Task description:
Nothing more is wanted than an exact repeat of the data below.

*** Opening of Supplied material ***

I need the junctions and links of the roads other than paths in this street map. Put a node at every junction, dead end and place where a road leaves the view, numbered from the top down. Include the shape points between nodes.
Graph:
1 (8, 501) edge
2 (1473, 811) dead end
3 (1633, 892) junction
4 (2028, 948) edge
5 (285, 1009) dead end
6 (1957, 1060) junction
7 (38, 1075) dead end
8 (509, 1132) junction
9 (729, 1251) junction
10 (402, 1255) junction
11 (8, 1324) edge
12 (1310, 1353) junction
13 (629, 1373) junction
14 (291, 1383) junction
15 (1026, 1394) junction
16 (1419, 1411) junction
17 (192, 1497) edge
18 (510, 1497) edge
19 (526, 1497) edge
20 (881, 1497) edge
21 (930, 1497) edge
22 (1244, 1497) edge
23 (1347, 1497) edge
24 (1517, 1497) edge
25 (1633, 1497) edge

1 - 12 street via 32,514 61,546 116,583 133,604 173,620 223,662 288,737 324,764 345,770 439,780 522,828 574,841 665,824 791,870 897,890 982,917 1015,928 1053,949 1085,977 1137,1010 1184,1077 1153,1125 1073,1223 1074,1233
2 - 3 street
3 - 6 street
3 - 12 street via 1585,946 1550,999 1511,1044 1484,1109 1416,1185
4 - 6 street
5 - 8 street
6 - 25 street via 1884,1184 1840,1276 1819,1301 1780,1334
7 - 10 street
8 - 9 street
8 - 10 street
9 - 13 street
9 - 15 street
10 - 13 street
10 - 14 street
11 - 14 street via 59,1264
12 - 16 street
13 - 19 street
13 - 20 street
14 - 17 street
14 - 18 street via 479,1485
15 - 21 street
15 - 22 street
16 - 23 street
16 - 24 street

*** Close of Supplied material ***

Response area:
I need the junctions and links of the roads other than paths in this street map. Put a node at every junction, dead end and place where a road leaves the view, numbered from the top down. Include the shape points between nodes.
Graph:
1 (8, 501) edge
2 (1473, 811) dead end
3 (1633, 892) junction
4 (2028, 948) edge
5 (285, 1009) dead end
6 (1957, 1060) junction
7 (38, 1075) dead end
8 (509, 1132) junction
9 (729, 1251) junction
10 (402, 1255) junction
11 (8, 1324) edge
12 (1310, 1353) junction
13 (629, 1373) junction
14 (291, 1383) junction
15 (1026, 1394) junction
16 (1419, 1411) junction
17 (192, 1497) edge
18 (510, 1497) edge
19 (526, 1497) edge
20 (881, 1497) edge
21 (930, 1497) edge
22 (1244, 1497) edge
23 (1347, 1497) edge
24 (1517, 1497) edge
25 (1633, 1497) edge

1 - 12 street via 32,514 61,546 116,583 133,604 173,620 223,662 288,737 324,764 345,770 439,780 522,828 574,841 665,824 791,870 897,890 982,917 1015,928 1053,949 1085,977 1137,1010 1184,1077 1153,1125 1073,1223 1074,1233
2 - 3 street
3 - 6 street
3 - 12 street via 1585,946 1550,999 1511,1044 1484,1109 1416,1185
4 - 6 street
5 - 8 street
6 - 25 street via 1884,1184 1840,1276 1819,1301 1780,1334
7 - 10 street
8 - 9 street
8 - 10 street
9 - 13 street
9 - 15 street
10 - 13 street
10 - 14 street
11 - 14 street via 59,1264
12 - 16 street
13 - 19 street
13 - 20 street
14 - 17 street
14 - 18 street via 479,1485
15 - 21 street
15 - 22 street
16 - 23 street
16 - 24 street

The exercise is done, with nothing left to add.